Nancy R. Soro, Ph.D.

Licensed Clinical Psychologist

Saturday, March 7, 2015

Stepping-stones: Successful Goal Setting Techniques for Increasing Self-Esteem & Confidence

Setting goals is a positive intervention that’s used by almost anyone trying to achieve a task.   In therapy, we use goals to help challenge depression, gauge progress, reduce anxiety, and build self-esteem.  It is a tool with multiple facets, but setting goals can also work against us if we don’t do it right. 

Consider the infamous New Year’s Eve resolutions: we set lofty goals, fail to meet them, and end up beating ourselves up about it months down the road.  Failing to meet a goal that we set ourselves can lead to feelings of depression and lowered self-esteem and can discourage us from striving to meet goals in the future.  This does not have to be the case!  In this blog, we’re going to explore how to create goals that make them easier to achieve and explore an exercise that can be used to do so.  By following these ideas, you can make goals a positive intervention skill for your toolbox.

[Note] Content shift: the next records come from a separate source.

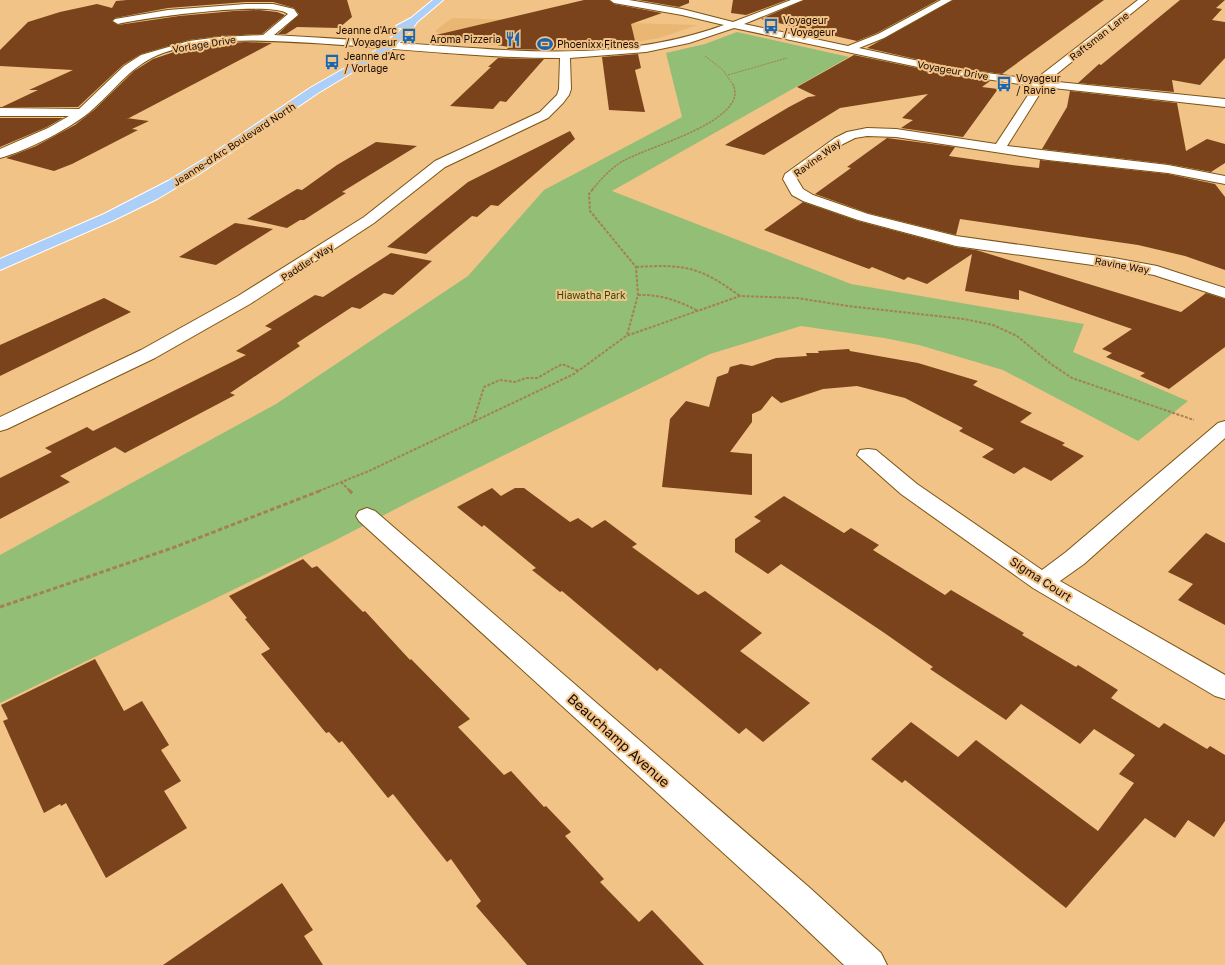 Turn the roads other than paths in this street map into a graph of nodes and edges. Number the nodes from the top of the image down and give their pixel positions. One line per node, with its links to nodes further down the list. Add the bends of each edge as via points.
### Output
1 (439, 0): 6 (main road, Jeanne-d'Arc Boulevard North)
2 (614, 0): 8 (street, Voyageur Drive)
3 (799, 0): 8 (street)
4 (948, 0): 12 (street, via 881,36)
5 (1144, 0): 15 (street, Raftsman Lane, via 1045,77)
6 (414, 20): 10 (main road, Jeanne-d'Arc Boulevard North); 11 (main road, Jeanne-d'Arc Boulevard North, via 410,28)
7 (118, 21): 9 (street, via 148,14 247,7 270,6 291,11 293,15)
8 (732, 24): 12 (street, Voyageur Drive); 13 (street, via 682,42 647,49)
9 (265, 38): 10 (street, Vorlage Drive); 18 (street, Vorlage Drive, via 225,39 189,44 145,57 128,68)
10 (368, 45): 11 (street); 14 (main road, Jeanne-d'Arc Boulevard North, via 348,61)
11 (387, 46): 13 (street); 14 (main road, Jeanne-d'Arc Boulevard North)
12 (849, 49): 15 (street, Voyageur Drive, via 951,71)
13 (565, 56): 24 (street, Paddler Way, via 563,95 544,115 440,164 352,232 244,300 148,354)
14 (334, 78): 22 (main road, Jeanne-d'Arc Boulevard North, via 173,184 119,213)
15 (1041, 83): 16 (street, Voyageur Drive); 19 (street, Raftsman Lane)
16 (1225, 103)
17 (0, 112): 18 (street)
18 (82, 113): 20 (street, Vorlage Drive, via 61,126)
19 (999, 150): 21 (street, Ravine Way, via 1168,169); 23 (street, Ravine Way, via 896,133 867,132 851,135 839,141 792,174 790,179 797,192 808,198 894,226 956,241 1157,271)
20 (0, 154)
21 (1225, 180)
22 (0, 265)
23 (1225, 293)
24 (0, 425)
25 (1221, 430): 28 (street, via 1075,558)
26 (868, 455): 28 (street, Sigma Court, via 909,489)
27 (367, 516): 30 (street, Beauchamp Avenue)
28 (1042, 582): 29 (street, Sigma Court)
29 (1225, 688)
30 (869, 965)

First off, we must examine the goals that we set for how realistic they are.  The first mistake that we commonly make is assuming that we can change our behavior completely overnight.  We wake up in the morning and discover that we’ve gained a few pounds.  In response, we proclaim that we’re setting a new goal: “I’m never eating junk food again!”  A few days go by and our cravings have gotten the better of us.  We hit the nearest fast food stand and feel disappointment for our perceived failure.  In reality, our goal was unrealistic from the start and doomed us from the onset.  Our goals need to be something that we can achieve.  By identifying something that we can achieve (in the example above, maybe starting by limiting junk food intake to 3 times a week), we not only give ourselves the opportunity to achieve success, but we also help to build our confidence at achieving success in the future. 

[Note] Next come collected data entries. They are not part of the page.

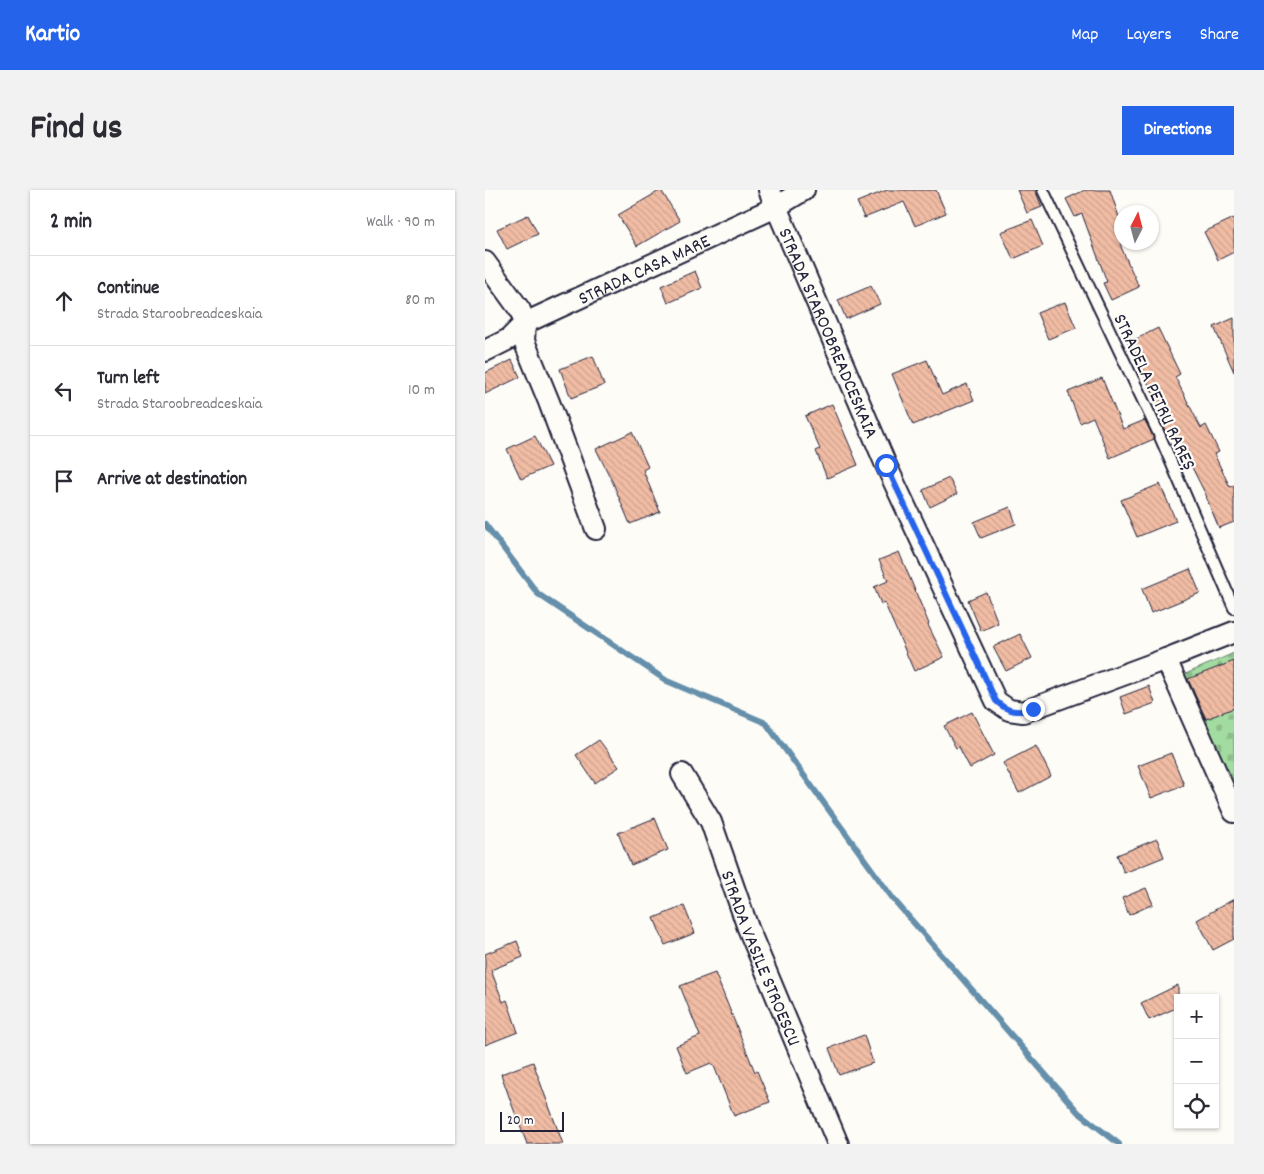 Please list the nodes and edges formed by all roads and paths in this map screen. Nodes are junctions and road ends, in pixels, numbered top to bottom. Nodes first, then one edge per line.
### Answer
1 (804, 190) edge
2 (1043, 190) edge
3 (773, 198) edge
4 (485, 262) edge
5 (525, 323) junction
6 (485, 351) edge
7 (596, 529) dead end
8 (1234, 608) edge
9 (1234, 632) edge
10 (1166, 659) junction
11 (682, 774) dead end
12 (1234, 812) edge
13 (838, 1144) edge

1 - 3 street, STRADA CASA MARE
2 - 8 lane, STRADELA PETRU RAREȘ
3 - 5 street, STRADA CASA MARE
3 - 10 street, STRADA STAROOBREADCESKAIA
4 - 5 street
5 - 6 street, STRADA CASA MARE
5 - 7 street
9 - 10 street, STRADA STAROOBREADCESKAIA
10 - 12 street
11 - 13 street, STRADA VASILE STROESCU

The next step is to make sure your goal can be measured.  Being able to identify when we’ve made progress on our goal is crucial to identifying success.  “I resolve this year to feel better about myself”- this is a great idea, but how will you know when you feel better about yourself.  Will you worry less? Call in sick to work less often?  It is important to know exactly what changes you want to see.  When you’re dealing with resolutions surrounding feelings, ask yourself this question: “how will I know when my feelings have changed?”  If you want to be happier, what will happier look like to you?  These questions will help you identify exactly what you will look like when you achieve your goals.

Another important step in goal setting is identifying how you will achieve this goal.  If I set a goal to run a marathon in 2015, but make no effort to train or plan then there is almost no chance I will reach my goal.  The best course of action is to identify small, incremental steps that you can achieve to work toward your goals.  The same rules on being realistic and measurable apply to these steps as they do to the main goal.  To reach my goal of running a marathon, I would start off by running a mile every week, then every day, then a 5K a week, and so on.  Eventually these small steps build us toward our goal.

Here is a fantastic activity that you can use to create realistic and measurable goals and the steps to achieve them.  Take a piece of paper and turn it sideways.  On the far right side identify the goal you want to achieve.  On the far left side identify where you are now.  Once that is done, identify four steps in between the two that help you get from where you are to where you want to be.  These stepping stones act as your incremental steps to help you achieve the ultimate goal.  Create one of these charts and use it to help remind and encourage you.  Hang it in the office, on the refrigerator, or anywhere else that you’ll see it and be reminded of the small steps you’re taking to reach the thing you want most.

The use of these simple skills will help you to set and achieve goals for yourself.  By making our goals realistic, measurable, and creating incremental steps to work towards them, we increase the chance of success.  The achievement of goals helps us to build confidence and self-esteem, and we can achieve the goals we set with a little help and preparation.  Good luck!